2022年ももうすぐ終わりですね。年越しの準備はお済みでしょうか?「さぁ、読書三昧するぞ」という予定の方も多いのではないでしょうか?
今年最後にご紹介させていただく本は、櫛木理宇さんの『残酷依存症』です。

2022年、『死刑にいたる病』映画化、『鵜頭川村事件』ドラマ化と大活躍された櫛木理宇さん。
刊行当初、「櫛木さんでこのタイトル、面白いの一択でしょ!」と狂喜乱舞しました。
タイトル通り残酷レベルは『死刑にいたる病』を上回っているけれど、それは鬼畜の狂気によるものなのか...。

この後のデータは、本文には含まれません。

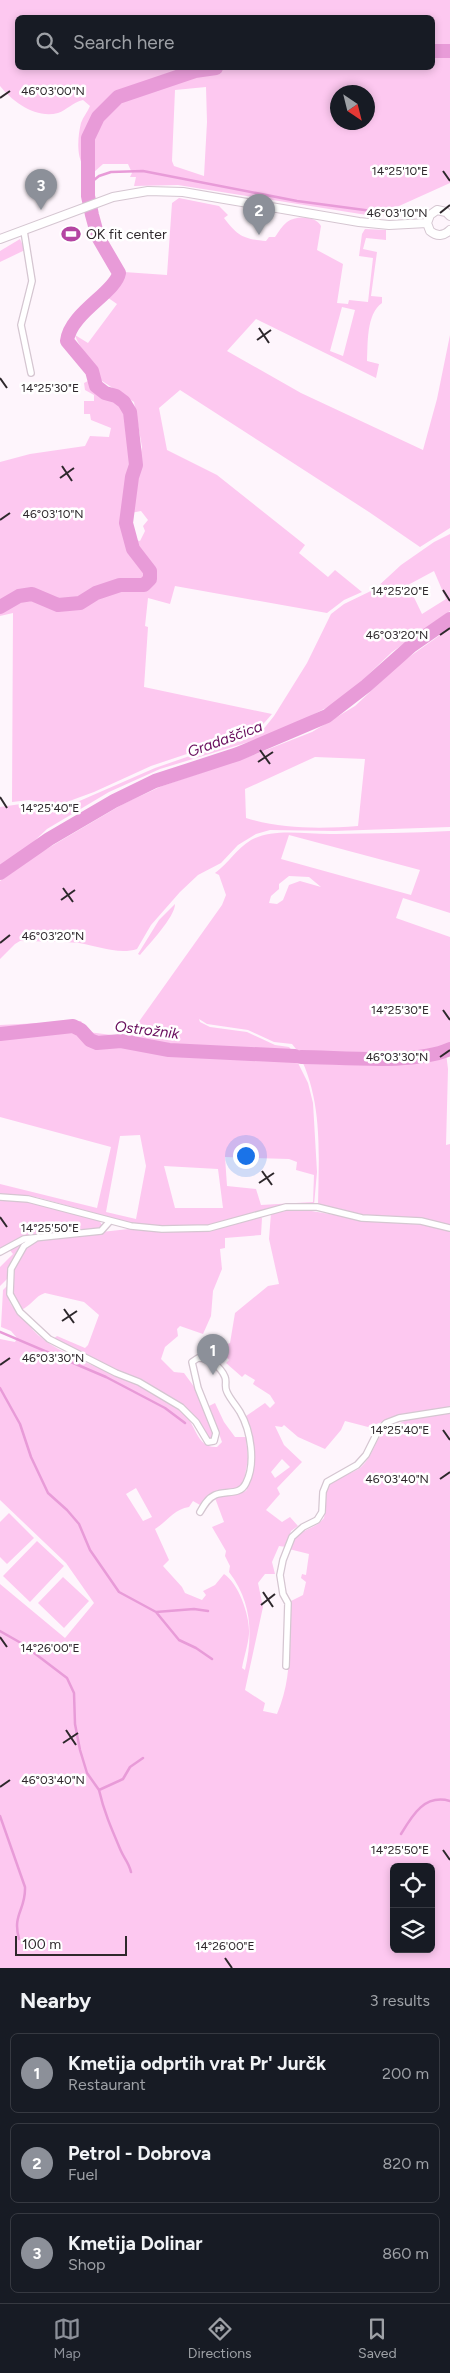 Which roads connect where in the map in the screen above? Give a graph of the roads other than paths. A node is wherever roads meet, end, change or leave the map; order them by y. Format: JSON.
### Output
{"nodes":[{"id":1,"x":449,"y":212,"type":"edge"},
{"id":2,"x":427,"y":224,"type":"junction"},
{"id":3,"x":24,"y":231,"type":"junction"},
{"id":4,"x":450,"y":231,"type":"edge"},
{"id":5,"x":0,"y":239,"type":"edge"},
{"id":6,"x":31,"y":373,"type":"dead end"},
{"id":7,"x":0,"y":1198,"type":"edge"},
{"id":8,"x":110,"y":1222,"type":"junction"},
{"id":9,"x":450,"y":1228,"type":"edge"},
{"id":10,"x":38,"y":1237,"type":"junction"},
{"id":11,"x":0,"y":1252,"type":"edge"},
{"id":12,"x":450,"y":1410,"type":"edge"},
{"id":13,"x":200,"y":1512,"type":"dead end"},
{"id":14,"x":286,"y":1666,"type":"dead end"}],
"edges":[{"from":1,"to":2,"type":"street"},
{"from":2,"to":3,"type":"street"},
{"from":2,"to":4,"type":"street"},
{"from":3,"to":5,"type":"street"},
{"from":3,"to":6,"type":"street"},
{"from":7,"to":8,"type":"street"},
{"from":8,"to":9,"type":"street"},
{"from":8,"to":10,"type":"street"},
{"from":10,"to":11,"type":"street"},
{"from":10,"to":13,"type":"street"},
{"from":12,"to":14,"type":"street"}]} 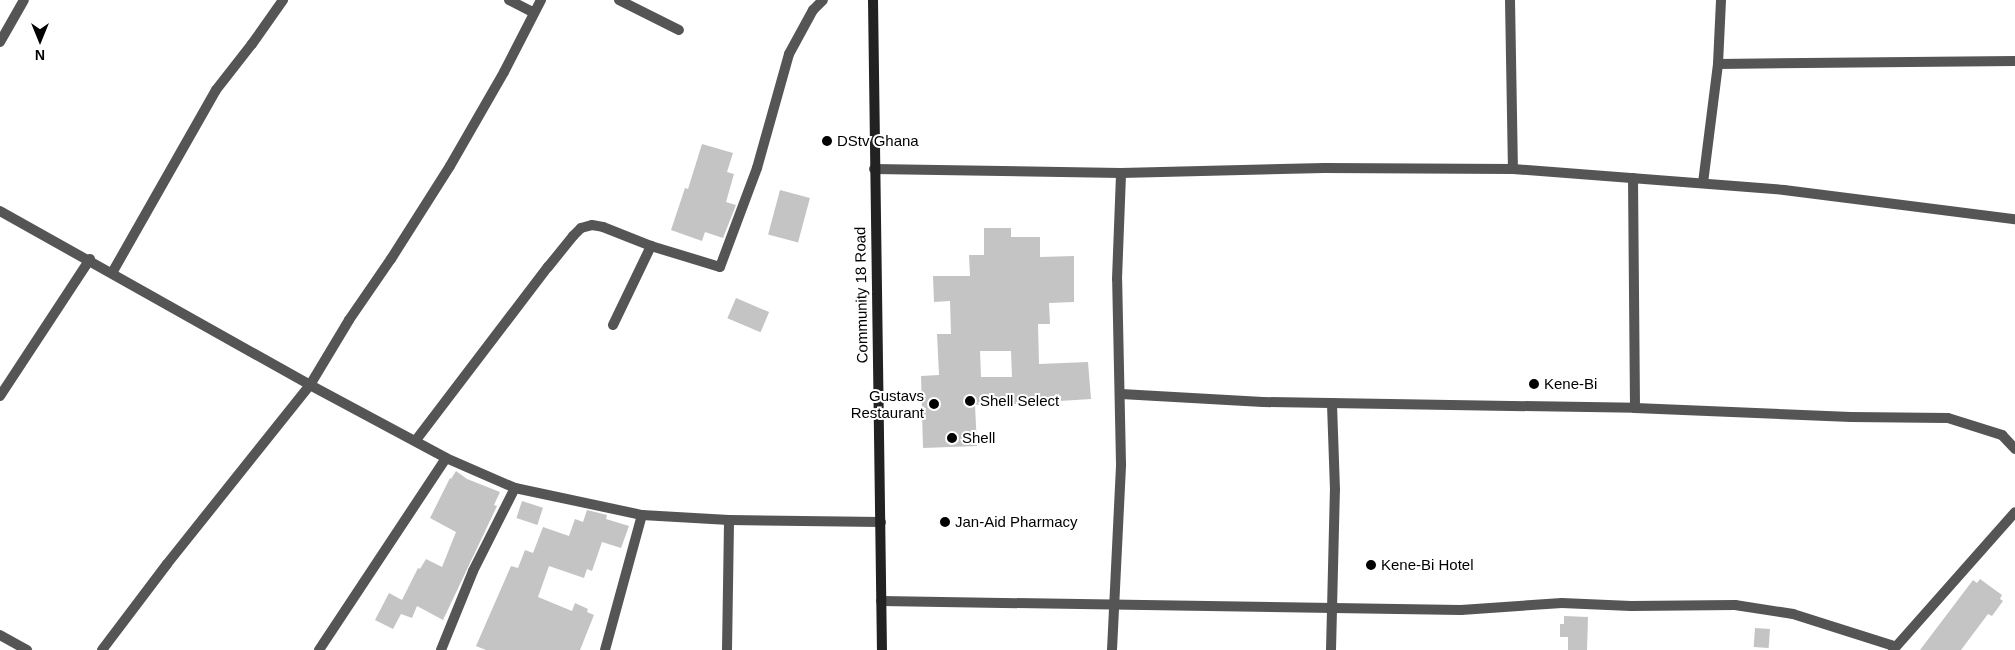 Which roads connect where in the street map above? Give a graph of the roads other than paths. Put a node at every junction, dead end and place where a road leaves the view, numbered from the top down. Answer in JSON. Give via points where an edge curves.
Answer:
{"nodes":[{"id":1,"x":24,"y":0,"type":"edge"},
{"id":2,"x":283,"y":0,"type":"edge"},
{"id":3,"x":509,"y":0,"type":"edge"},
{"id":4,"x":541,"y":0,"type":"edge"},
{"id":5,"x":620,"y":0,"type":"edge"},
{"id":6,"x":823,"y":0,"type":"edge"},
{"id":7,"x":873,"y":0,"type":"edge"},
{"id":8,"x":1510,"y":0,"type":"edge"},
{"id":9,"x":1721,"y":0,"type":"edge"},
{"id":10,"x":534,"y":12,"type":"junction"},
{"id":11,"x":679,"y":30,"type":"dead end"},
{"id":12,"x":0,"y":42,"type":"edge"},
{"id":13,"x":2015,"y":61,"type":"edge"},
{"id":14,"x":1718,"y":64,"type":"junction"},
{"id":15,"x":874,"y":169,"type":"junction"},
{"id":16,"x":1513,"y":169,"type":"junction"},
{"id":17,"x":1121,"y":173,"type":"junction"},
{"id":18,"x":1633,"y":178,"type":"junction"},
{"id":19,"x":1703,"y":183,"type":"junction"},
{"id":20,"x":0,"y":211,"type":"edge"},
{"id":21,"x":2015,"y":219,"type":"edge"},
{"id":22,"x":651,"y":246,"type":"junction"},
{"id":23,"x":90,"y":259,"type":"junction"},
{"id":24,"x":112,"y":273,"type":"junction"},
{"id":25,"x":613,"y":325,"type":"dead end"},
{"id":26,"x":310,"y":385,"type":"junction"},
{"id":27,"x":1121,"y":394,"type":"junction"},
{"id":28,"x":0,"y":396,"type":"edge"},
{"id":29,"x":1332,"y":403,"type":"junction"},
{"id":30,"x":1635,"y":408,"type":"junction"},
{"id":31,"x":416,"y":440,"type":"junction"},
{"id":32,"x":2015,"y":449,"type":"edge"},
{"id":33,"x":446,"y":458,"type":"junction"},
{"id":34,"x":515,"y":488,"type":"junction"},
{"id":35,"x":2015,"y":512,"type":"edge"},
{"id":36,"x":642,"y":515,"type":"junction"},
{"id":37,"x":729,"y":520,"type":"junction"},
{"id":38,"x":880,"y":522,"type":"junction"},
{"id":39,"x":881,"y":601,"type":"junction"},
{"id":40,"x":1116,"y":604,"type":"junction"},
{"id":41,"x":1333,"y":607,"type":"junction"},
{"id":42,"x":0,"y":635,"type":"edge"},
{"id":43,"x":1894,"y":648,"type":"edge"},
{"id":44,"x":27,"y":650,"type":"edge"},
{"id":45,"x":102,"y":650,"type":"edge"},
{"id":46,"x":319,"y":650,"type":"edge"},
{"id":47,"x":441,"y":650,"type":"edge"},
{"id":48,"x":605,"y":650,"type":"edge"},
{"id":49,"x":727,"y":650,"type":"edge"},
{"id":50,"x":882,"y":650,"type":"edge"},
{"id":51,"x":1112,"y":650,"type":"edge"},
{"id":52,"x":1332,"y":650,"type":"edge"}],
"edges":[{"from":1,"to":12,"type":"street"},
{"from":2,"to":24,"type":"street","via":[[216,90]]},
{"from":3,"to":10,"type":"street"},
{"from":4,"to":10,"type":"street"},
{"from":5,"to":11,"type":"street"},
{"from":6,"to":22,"type":"street","via":[[813,10],[789,54],[757,168],[720,268]]},
{"from":7,"to":15,"type":"main road","name":"Community 18 Road"},
{"from":8,"to":16,"type":"street"},
{"from":9,"to":14,"type":"street"},
{"from":10,"to":26,"type":"street","via":[[450,166]]},
{"from":13,"to":14,"type":"street"},
{"from":14,"to":19,"type":"street"},
{"from":15,"to":17,"type":"street"},
{"from":15,"to":38,"type":"main road","name":"Community 18 Road"},
{"from":16,"to":17,"type":"street","via":[[1324,168]]},
{"from":16,"to":18,"type":"street"},
{"from":17,"to":27,"type":"street","via":[[1117,279]]},
{"from":18,"to":19,"type":"street"},
{"from":18,"to":30,"type":"street"},
{"from":19,"to":21,"type":"street"},
{"from":20,"to":23,"type":"street"},
{"from":22,"to":25,"type":"street"},
{"from":22,"to":31,"type":"street","via":[[592,225],[581,228]]},
{"from":23,"to":24,"type":"street"},
{"from":23,"to":28,"type":"street"},
{"from":24,"to":26,"type":"street"},
{"from":26,"to":31,"type":"street"},
{"from":26,"to":45,"type":"street"},
{"from":27,"to":29,"type":"street"},
{"from":27,"to":40,"type":"street"},
{"from":29,"to":30,"type":"street"},
{"from":29,"to":41,"type":"street","via":[[1335,490]]},
{"from":30,"to":32,"type":"street","via":[[1948,418],[2002,435]]},
{"from":31,"to":33,"type":"street"},
{"from":33,"to":34,"type":"street"},
{"from":33,"to":46,"type":"street"},
{"from":34,"to":36,"type":"street"},
{"from":34,"to":47,"type":"street","via":[[473,571]]},
{"from":35,"to":43,"type":"street"},
{"from":36,"to":37,"type":"street"},
{"from":36,"to":48,"type":"street"},
{"from":37,"to":38,"type":"street"},
{"from":37,"to":49,"type":"street"},
{"from":38,"to":39,"type":"main road","name":"Community 18 Road"},
{"from":39,"to":40,"type":"street"},
{"from":39,"to":50,"type":"main road","name":"Community 18 Road"},
{"from":40,"to":41,"type":"street"},
{"from":40,"to":51,"type":"street"},
{"from":41,"to":43,"type":"street","via":[[1461,610],[1562,603],[1735,605],[1793,614]]},
{"from":41,"to":52,"type":"street"},
{"from":42,"to":44,"type":"street"}]}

永仁大学3年生の乾渉太、瀬尾航平、阿久津匠は中等部1年からの長い付き合いであり、加入しているイベントサークル「FESTA」でもいいトリオと評判だった。サークル名義で借りている借家に下見に行った三人。酒の買い出しに向かった渉太は何者かに襲われる。気づいた時、自身の足の指4本は失われ、パンツ1枚で拘束された姿だった。他の2人は? 犯人の目的は?
また、時を同じくして他の事件も並行して起こっていた。そのうち一件で死体が発見され、捜査が進むにつれ、人間関係が露わになって見えてきたものは...。

捜査する巡査の言葉「どっちが正義か」の意味が心に響くこの作品を、怖いと感じるか救いと感じるか。それはこの作品で題材となった問題だけでなく、今までの自分全てに重ねられると思います。

そしてこの作品、実は依存症シリーズ2作目で『殺人依存症』という前作があります。がっつりとした続きものではないので、前作を読んでなくてももちろん楽しめます。(実際、私は前作を読むタイミングを逃し、タイトルから今作を先に読みましたが十分に楽しめ、前作を読まねば!と思いました)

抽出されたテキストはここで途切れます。